The holidays are fast approaching and if you and the other teachers at your school haven’t already started planning the end-of-year party for your students, it’s time to start! November may have just started, but the Christmas break will be here faster than you know it. If you want to show your students a great time before they leave until the new year, here are some easy ways to achieve holiday party success:
Choose the Venue
Obviously, the holiday party will be at school, but where? In the gym or the classroom? The larger the venue and higher the ceilings, the more options you have for your party games. If you and the faculty decides to host individual parties in their own classrooms, decide if you want to push your desks out of the way to make room for the activities or if you want to rent tabletop games, such as table bowling or table soccer. If you decide to throw a school-wide party in the gymnasium, surprise your little ones with an inflatable bouncy house, such as our popular Fortress.
Avoid Sugar for as Long as You Can
Unless there’s a severe allergy or your students have very strict parents, there’s no avoiding an upsurge in the sugar intake in the last week of school. From homemade baked goodies to candy canes, kids always manage to find something sweet to chew on. While you can’t entirely escape the post-sugar crazies, there are some ways to postpone it. For instance, resist giving your students sugar until the very end of the day when they can go home and burn off their energy in the snow. If you do decide to make your children something sweet, give them reduced sugar treats, or eliminate sugar altogether.
Keep Them Busy
Treat your students to festive activities that are fun or educational…or both! Help them make handmade Christmas or Hanukkah ornaments for their parents, or show them how to design a heartfelt holiday card or paper garlands. Once they’re all finished gluing and cutting and colouring and designing their cards and ornaments, why not challenge them to a game of Giant Connect 4, Giant Pickup Sticks or the hilarious Spoon and Egg Relay Game. If (and hopefully when) your students tire themselves out, gather everyone around for a story.

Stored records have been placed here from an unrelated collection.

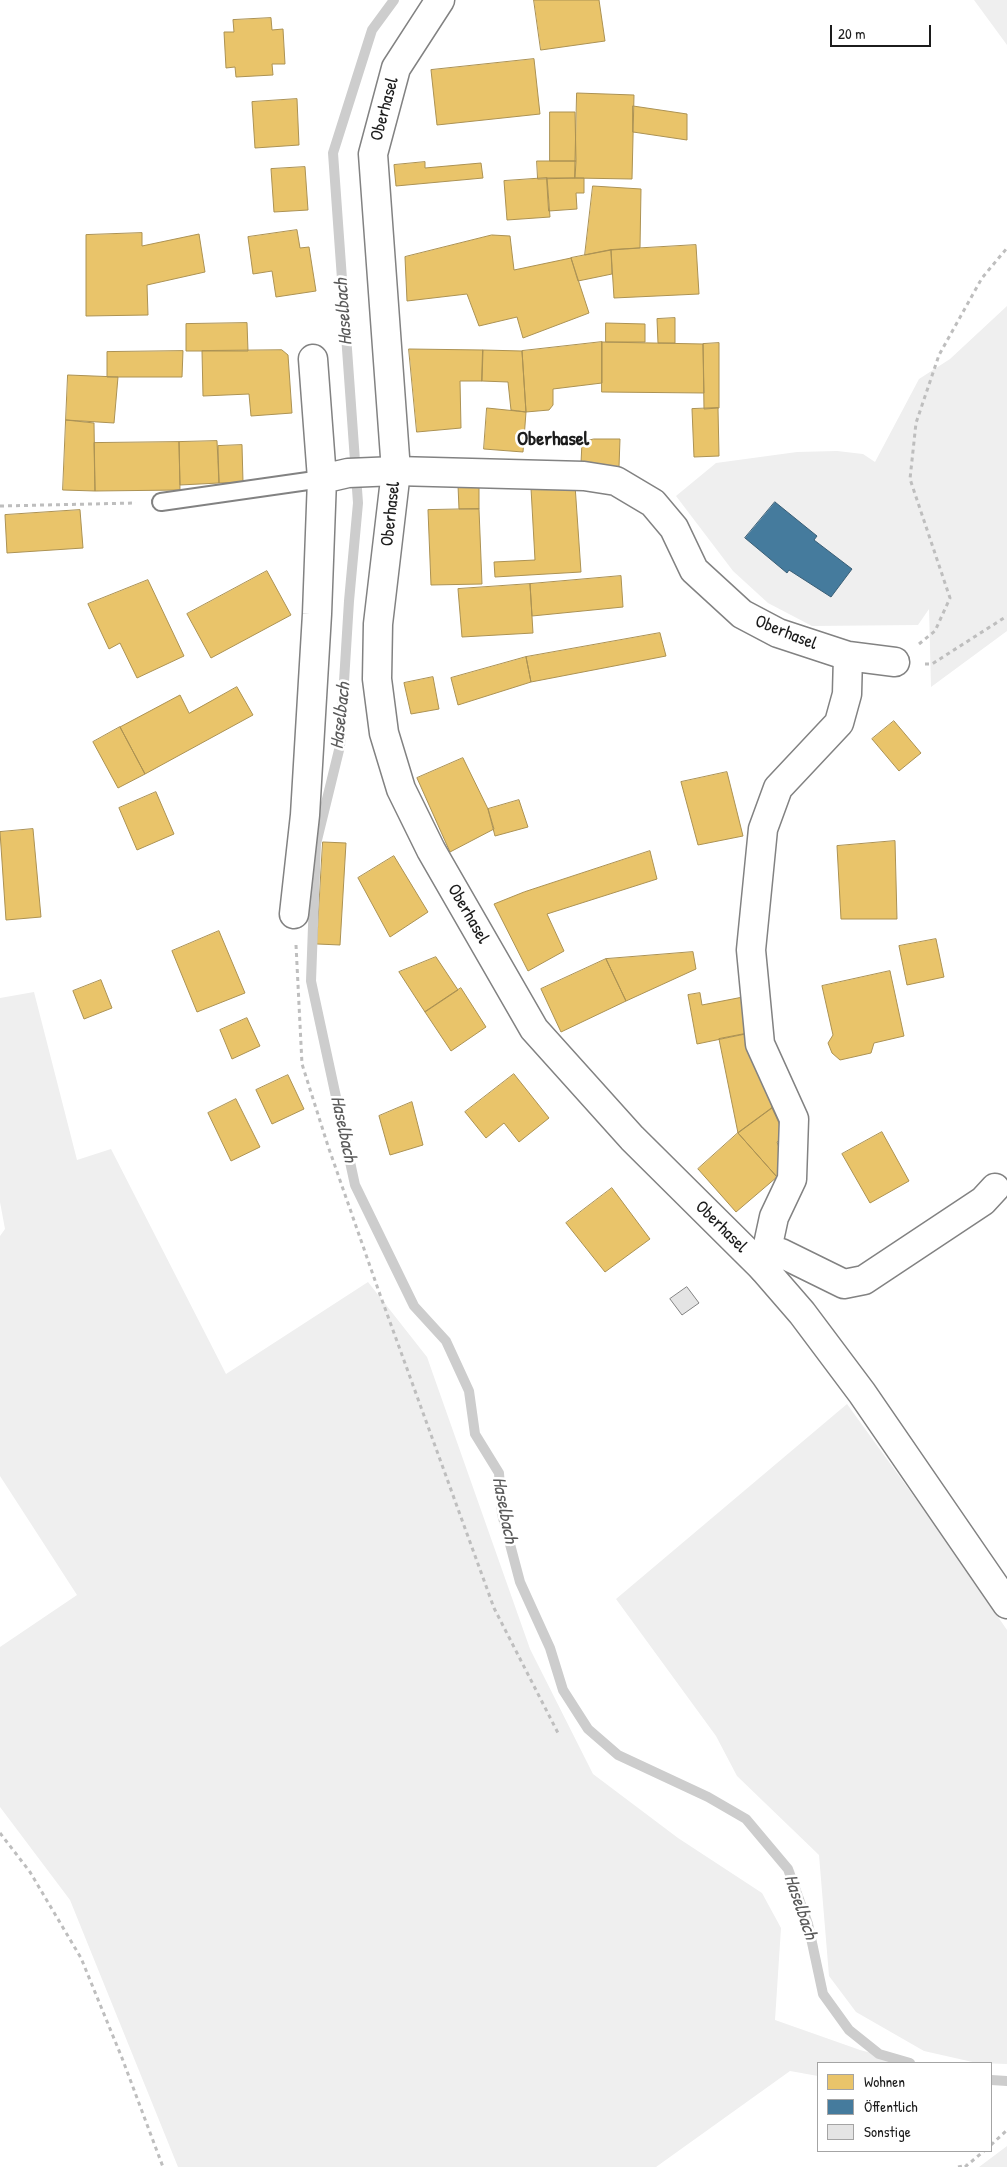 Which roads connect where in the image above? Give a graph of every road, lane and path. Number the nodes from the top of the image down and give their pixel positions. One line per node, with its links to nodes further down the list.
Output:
1 (440, 0): 4 (street, Oberhasel)
2 (1007, 248): 10 (path)
3 (313, 359): 5 (street)
4 (373, 472): 5 (street, Oberhasel); 9 (street, Oberhasel); 13 (street, Oberhasel)
5 (322, 479): 6 (lane); 11 (street)
6 (162, 502): 7 (path)
7 (0, 506)
8 (1007, 616): 10 (path)
9 (848, 656): 10 (street, Oberhasel); 13 (street, Oberhasel)
10 (894, 662)
11 (294, 914): 15 (path)
12 (995, 1188): 13 (street, Oberhasel)
13 (763, 1268): 14 (street)
14 (1007, 1604)
15 (558, 1733)
16 (0, 1833): 21 (path)
17 (1007, 2130): 18 (path)
18 (992, 2144)
19 (983, 2152): 20 (path)
20 (970, 2164): 22 (path); 23 (path)
21 (163, 2167)
22 (958, 2167)
23 (965, 2167)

Teach Students About Other Holidays
Of course, not everyone celebrates Christmas. Unlike parents and grown-ups who try to respect other traditions while celebrating their own, children have yet to pick up on that nuance. For students who celebrate Christmas, they are especially curious about kids who don’t. Instead of treading too delicately around your students, why not share with them how other cultures and religions celebrate this time of year? If your classroom is multi-cultural, allow students to introduce their own traditions to the class. Incorporating Hanukkah, Kwanzaa, and Yule will make your festivities more diverse, interesting, inclusive, and accepting.
It’s the last day of the semester and the last time you’ll be seeing your students for weeks. As excited as you are to enjoy the holidays and spend time with your family, your students are one hundred times more excited than that. Don’t expect to get any work done in the last few hours before the bell rings. This should be the one time where you and your students are allowed to let loose, play games, enjoy yourselves, and relax.